Irish farmers will be relieved that the Mercosur side failed to respond as positively as expected to the recent EU offers on beef (70,000t access quota) and ethanol/sugar (100,000t offer).

Despite several technical meetings in the margins of the WTO ministerial conference in Buenos Aires this week, the EU has not been persuaded of any meaningful progress on about 15 issues including dairy, wine and spirits. That has meant that despite both EU and Mercosur enthusiasm for a deal, there is stalemate, which suits Irish and EU beef and sugar producers well.

Meanwhile, the political agreement reached between the EU and Japan in July has moved on to the next stage with completion of the legal text on the details. Last Friday’s announcement in Brussels marks an important milestone on Irish and EU agri-food exports securing access to the Japanese markets at a dramatically reduced tariff level.

The next steps in the approval process are legal verification of the text by the EU and Japan, or “legal scrubbing.” When this is complete, the agreement will be translated into the languages of the member states and go before Parliament and member states for approval. It is expected it will be signed during 2018 and come into effect before the end of the current mandate in 2019.

What does the deal mean on agri-food tariffs?

Currently, Ireland and the EU exports to Japan under WTO most favoured nation (MFN) tariffs. These range from €3.60/kg (equivalent) plus 4.3% of value on pigmeat, 38% on beef, 21% on offal and 29.8% on cheese.

Under the EU-Japan treaty, these would drop over time (up to 15 years) to 9% on beef and virtual elimination on pigmeat and dairy. The Japanese do, however, retain a safeguard mechanism to protect the market in the event of huge oversupply.
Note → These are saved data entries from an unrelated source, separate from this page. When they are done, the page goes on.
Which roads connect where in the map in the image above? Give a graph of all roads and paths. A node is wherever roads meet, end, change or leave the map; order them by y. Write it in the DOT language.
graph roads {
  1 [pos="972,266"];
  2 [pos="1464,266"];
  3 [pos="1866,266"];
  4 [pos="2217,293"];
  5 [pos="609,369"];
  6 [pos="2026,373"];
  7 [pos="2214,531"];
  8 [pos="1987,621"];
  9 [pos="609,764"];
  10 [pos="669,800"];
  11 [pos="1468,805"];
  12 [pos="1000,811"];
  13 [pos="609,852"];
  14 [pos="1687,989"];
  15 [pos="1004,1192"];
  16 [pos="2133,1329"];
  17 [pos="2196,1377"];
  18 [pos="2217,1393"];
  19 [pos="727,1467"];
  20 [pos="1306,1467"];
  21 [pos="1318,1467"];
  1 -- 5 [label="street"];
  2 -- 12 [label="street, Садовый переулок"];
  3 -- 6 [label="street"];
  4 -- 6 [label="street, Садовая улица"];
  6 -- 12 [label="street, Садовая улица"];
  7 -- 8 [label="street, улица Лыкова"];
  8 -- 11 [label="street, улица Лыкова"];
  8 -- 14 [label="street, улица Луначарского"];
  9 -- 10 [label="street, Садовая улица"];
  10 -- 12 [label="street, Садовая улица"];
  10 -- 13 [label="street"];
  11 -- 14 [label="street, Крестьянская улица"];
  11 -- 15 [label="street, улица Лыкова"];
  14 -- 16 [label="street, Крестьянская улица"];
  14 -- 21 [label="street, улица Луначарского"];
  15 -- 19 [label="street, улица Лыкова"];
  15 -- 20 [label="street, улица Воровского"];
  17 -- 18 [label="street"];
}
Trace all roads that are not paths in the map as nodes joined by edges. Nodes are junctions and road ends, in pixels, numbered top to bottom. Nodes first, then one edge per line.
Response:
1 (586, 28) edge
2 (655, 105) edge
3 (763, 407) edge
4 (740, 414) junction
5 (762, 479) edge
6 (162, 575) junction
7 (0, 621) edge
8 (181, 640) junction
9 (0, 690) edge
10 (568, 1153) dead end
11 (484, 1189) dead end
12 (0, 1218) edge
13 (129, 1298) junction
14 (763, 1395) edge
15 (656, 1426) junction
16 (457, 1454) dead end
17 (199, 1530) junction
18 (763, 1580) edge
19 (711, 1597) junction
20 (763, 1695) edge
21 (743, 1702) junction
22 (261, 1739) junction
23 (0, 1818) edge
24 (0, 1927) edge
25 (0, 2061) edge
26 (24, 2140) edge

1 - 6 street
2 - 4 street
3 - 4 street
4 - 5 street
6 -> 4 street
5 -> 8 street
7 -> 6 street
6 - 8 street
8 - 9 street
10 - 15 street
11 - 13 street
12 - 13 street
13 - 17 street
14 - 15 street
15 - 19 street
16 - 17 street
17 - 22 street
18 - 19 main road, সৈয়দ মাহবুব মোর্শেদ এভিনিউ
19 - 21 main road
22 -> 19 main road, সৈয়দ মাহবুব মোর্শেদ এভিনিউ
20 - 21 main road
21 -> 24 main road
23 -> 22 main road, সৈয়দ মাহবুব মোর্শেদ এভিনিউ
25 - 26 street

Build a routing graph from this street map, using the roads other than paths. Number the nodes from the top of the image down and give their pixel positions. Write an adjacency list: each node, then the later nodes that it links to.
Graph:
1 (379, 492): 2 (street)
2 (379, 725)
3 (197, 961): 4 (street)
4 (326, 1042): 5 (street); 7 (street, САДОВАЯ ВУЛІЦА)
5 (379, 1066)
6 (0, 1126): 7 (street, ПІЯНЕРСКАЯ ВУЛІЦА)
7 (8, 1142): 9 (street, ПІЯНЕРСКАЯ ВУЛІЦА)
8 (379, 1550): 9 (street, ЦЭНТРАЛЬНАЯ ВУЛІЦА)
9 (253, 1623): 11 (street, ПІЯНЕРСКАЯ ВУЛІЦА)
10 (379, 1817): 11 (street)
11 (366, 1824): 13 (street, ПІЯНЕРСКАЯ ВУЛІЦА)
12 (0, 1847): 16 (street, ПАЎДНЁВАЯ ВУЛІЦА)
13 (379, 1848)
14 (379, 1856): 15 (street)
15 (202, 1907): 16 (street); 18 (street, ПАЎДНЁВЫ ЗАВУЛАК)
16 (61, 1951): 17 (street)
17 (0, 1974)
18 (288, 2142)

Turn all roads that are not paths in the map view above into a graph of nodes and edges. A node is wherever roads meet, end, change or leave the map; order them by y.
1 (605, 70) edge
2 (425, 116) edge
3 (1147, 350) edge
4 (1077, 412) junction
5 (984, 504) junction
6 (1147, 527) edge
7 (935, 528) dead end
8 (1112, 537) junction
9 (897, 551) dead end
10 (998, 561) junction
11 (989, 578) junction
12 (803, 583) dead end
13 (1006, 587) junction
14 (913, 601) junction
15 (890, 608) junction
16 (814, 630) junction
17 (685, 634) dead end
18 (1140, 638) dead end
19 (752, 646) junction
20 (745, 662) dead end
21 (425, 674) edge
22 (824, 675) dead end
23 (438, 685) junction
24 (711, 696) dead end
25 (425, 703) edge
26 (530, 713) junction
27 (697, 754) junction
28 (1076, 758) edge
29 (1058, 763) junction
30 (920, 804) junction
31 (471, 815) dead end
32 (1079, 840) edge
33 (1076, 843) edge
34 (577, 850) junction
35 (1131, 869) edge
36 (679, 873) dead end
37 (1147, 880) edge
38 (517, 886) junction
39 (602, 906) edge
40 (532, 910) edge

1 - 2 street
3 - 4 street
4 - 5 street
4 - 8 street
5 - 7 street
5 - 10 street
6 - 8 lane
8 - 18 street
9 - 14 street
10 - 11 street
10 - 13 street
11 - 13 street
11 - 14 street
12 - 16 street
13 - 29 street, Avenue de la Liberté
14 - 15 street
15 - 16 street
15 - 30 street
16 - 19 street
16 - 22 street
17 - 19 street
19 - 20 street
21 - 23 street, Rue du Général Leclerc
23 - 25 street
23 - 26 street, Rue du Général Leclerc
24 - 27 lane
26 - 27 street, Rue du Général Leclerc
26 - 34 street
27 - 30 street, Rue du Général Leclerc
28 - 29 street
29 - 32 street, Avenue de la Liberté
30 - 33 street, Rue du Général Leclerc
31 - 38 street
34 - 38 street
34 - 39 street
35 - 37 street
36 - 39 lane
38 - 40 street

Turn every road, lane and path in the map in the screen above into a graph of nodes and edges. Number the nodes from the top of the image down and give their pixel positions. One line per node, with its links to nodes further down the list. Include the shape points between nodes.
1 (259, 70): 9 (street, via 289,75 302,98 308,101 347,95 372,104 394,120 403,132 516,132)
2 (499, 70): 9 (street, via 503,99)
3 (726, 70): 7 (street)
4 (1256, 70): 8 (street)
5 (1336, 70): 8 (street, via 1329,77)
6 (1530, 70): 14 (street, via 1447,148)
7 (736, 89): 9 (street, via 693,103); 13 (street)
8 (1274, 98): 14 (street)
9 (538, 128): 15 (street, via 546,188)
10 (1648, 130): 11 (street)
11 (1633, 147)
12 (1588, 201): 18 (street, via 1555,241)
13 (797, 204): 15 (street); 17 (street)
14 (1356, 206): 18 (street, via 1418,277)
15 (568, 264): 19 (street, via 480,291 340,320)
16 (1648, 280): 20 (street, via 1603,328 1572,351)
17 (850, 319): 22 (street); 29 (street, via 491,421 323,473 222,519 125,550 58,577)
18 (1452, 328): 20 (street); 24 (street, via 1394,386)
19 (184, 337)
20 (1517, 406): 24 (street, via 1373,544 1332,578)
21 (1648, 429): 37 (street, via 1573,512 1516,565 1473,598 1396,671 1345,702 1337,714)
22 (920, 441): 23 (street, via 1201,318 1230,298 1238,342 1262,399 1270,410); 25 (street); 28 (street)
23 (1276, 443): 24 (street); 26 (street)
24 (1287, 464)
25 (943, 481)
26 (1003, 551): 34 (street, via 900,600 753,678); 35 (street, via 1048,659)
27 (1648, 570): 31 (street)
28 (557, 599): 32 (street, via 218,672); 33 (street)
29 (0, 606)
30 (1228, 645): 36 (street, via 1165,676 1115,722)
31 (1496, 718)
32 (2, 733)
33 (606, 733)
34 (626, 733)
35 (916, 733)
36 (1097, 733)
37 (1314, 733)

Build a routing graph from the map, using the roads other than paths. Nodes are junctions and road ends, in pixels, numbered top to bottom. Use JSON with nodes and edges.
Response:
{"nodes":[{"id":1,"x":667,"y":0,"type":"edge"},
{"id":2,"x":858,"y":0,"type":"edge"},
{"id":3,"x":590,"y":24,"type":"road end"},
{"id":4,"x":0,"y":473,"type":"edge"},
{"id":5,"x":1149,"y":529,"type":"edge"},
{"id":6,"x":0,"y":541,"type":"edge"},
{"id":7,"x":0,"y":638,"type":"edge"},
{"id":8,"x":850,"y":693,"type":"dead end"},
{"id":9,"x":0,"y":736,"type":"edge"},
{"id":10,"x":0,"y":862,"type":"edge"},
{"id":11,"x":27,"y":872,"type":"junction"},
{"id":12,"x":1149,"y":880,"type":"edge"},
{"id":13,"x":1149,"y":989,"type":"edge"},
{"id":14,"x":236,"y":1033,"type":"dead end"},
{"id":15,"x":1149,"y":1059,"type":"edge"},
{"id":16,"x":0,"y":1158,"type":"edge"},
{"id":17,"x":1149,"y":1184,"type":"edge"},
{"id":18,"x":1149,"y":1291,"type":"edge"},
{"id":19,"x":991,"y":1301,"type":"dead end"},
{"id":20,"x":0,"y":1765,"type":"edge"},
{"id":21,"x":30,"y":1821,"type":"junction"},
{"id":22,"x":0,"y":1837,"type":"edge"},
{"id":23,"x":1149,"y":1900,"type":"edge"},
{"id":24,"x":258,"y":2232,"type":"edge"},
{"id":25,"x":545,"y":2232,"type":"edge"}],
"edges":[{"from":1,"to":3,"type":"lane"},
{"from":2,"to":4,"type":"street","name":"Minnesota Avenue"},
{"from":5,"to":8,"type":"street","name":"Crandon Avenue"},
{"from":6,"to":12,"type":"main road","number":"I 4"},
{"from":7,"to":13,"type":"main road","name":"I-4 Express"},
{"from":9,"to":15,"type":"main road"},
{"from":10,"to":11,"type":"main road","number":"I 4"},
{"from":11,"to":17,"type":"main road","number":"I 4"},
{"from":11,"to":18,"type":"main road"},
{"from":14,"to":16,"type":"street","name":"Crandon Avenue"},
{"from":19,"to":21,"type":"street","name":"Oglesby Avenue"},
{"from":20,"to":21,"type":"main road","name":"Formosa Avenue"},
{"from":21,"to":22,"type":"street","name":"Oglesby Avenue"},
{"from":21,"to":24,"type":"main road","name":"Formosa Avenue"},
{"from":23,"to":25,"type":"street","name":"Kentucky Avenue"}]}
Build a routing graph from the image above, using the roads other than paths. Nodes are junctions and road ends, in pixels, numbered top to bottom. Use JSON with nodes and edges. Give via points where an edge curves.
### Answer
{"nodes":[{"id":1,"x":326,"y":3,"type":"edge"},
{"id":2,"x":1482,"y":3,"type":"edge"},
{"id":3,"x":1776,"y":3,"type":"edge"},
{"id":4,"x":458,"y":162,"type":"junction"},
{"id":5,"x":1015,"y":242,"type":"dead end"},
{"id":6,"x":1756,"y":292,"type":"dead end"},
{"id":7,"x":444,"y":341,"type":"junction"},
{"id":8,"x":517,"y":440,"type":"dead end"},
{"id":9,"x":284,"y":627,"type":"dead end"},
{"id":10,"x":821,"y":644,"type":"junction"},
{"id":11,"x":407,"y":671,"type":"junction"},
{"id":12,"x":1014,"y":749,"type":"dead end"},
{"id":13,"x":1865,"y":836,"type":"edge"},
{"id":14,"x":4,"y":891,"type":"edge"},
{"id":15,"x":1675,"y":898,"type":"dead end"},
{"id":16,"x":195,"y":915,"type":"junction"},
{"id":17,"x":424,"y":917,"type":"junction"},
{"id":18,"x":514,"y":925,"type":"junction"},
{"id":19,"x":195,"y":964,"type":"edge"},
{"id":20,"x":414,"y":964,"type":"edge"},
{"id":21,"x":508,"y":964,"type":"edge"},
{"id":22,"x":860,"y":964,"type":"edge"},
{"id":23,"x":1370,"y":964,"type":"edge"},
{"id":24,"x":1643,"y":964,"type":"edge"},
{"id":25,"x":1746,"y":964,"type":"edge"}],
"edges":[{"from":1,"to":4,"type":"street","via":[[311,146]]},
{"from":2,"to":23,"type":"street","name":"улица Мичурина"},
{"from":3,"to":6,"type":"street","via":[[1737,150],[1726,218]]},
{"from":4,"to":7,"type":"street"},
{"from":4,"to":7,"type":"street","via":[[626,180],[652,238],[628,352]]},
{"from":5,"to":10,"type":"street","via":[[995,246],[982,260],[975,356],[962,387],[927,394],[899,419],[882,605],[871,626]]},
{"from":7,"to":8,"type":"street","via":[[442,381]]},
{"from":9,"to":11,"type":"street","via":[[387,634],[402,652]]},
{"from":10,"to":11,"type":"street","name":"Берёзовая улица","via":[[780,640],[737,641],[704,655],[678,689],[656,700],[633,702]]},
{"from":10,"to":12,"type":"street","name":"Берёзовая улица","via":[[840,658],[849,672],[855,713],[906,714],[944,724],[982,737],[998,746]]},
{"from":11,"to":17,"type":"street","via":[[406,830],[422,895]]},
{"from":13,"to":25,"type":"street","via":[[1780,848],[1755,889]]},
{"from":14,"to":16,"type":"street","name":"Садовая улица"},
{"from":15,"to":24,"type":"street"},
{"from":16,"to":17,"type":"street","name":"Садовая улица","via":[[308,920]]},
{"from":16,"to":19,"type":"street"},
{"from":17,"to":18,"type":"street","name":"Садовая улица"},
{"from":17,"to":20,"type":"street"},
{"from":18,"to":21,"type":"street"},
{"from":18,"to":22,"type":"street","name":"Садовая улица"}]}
The EU has secured a 50,000t beef quota excess that is independent of this mechanism. The agreement between the EU and Japan will place Irish and EU exporters on similar tariff arrangements to Australia and New Zealand and align any future EU tariffs with any future concessions made to other countries.

Value to Irish farmers

Despite the high level of tariffs on agri-food produce, Irish exporters did €56m worth of business with Japan in 2016, which was an increase of 45% on 2015, making Japan the 22nd most important export destination for Irish agri food exports (Bord Bia/CSO).

Pigmeat is the main product exported, with total meat exports accounting for 40% of total value, while dairy exports at €18m in 2016 represent over 30% of all agri-food exports from Ireland to Japan.

Seafood and beverages make up the majority of other exports to Japan. In terms of volume, sales of pigmeat from Ireland to Japan have more than doubled in the first nine months of 2017, reaching 5,800t.

Beef exports have been confined to offal, tongues in particular, with approximately 1,200t exported in 2017 up to end of September.

As well as the very high tariff rates on beef, the other great constraint is the restriction that only beef from cattle that are under 30 months is eligible to export to Japan under Ireland’s current controlled risk BSE status.

Market opportunity

Japan is one of the markets in the world that has less domestic production capacity than there is demand for produce. That said, it is still a seriously protected market, with the Japanese government particularly anxious to support its domestic industry.

According to Bord Bia/OECD figures, Japan is forecast to import 1.2m tonnes carcase weight equivalent (CWT) in 2018. Even though Irish sales have doubled in volume to 5,800t, this is still miniscule compared with the overall market size and therefore there is a real opportunity once the tariff barrier is eliminated.

It will also be equally attractive for the major pigmeat exporters of Europe such as Spain and Denmark, which will create competition for Chinese buyers and indeed EU customers.

EU and Irish exports will be more competitive with the US and Canada, who currently supply over half the Japanese market, because of the tariff elimination.

On beef, it it is estimated by Bord Bia/OECD that Japan will import 739m tonnes CWT in 2018. The market is currently dominated by Australia, which supplies over 50% of Japanese imports and the USA, which supplies almost 40%.

Beef potential

With Ireland as part of the EU on the same reducing tariff track as Australia, there is great potential to grow beef exports to Japan. If we can achieve low-incidence BSE status, our supply base can be extended to include all cattle, which could grow the market further.

On dairy, the biggest demand is for cheese, with approximately 300,000t required annually and Japan is only 15% self-sufficient. Australia and New Zealand, who are working towards a phasing out of tariffs, dominate Japanese imports with 58% of the cheese import market.

The USA has 11% and the Netherlands and Germany have a combined 15%, despite the high 29.8% tariff levels currently in place. Once these are reduced and eventually removed after 15 years, Irish and EU cheese exports will be very competitive with Australia and New Zealand.

Japan also imported 30,000t of powder and 12,000t of butter in 2016.

Comment

The Japanese trade deal is the best ever secured for farmers. However, it will be 2019 before it comes into effect and then tariffs will be reduced step by step, taking up to 15 years to complete the process. Therefore, it is good news for Irish farmers in the long-term, but won't help the market in the immediate future.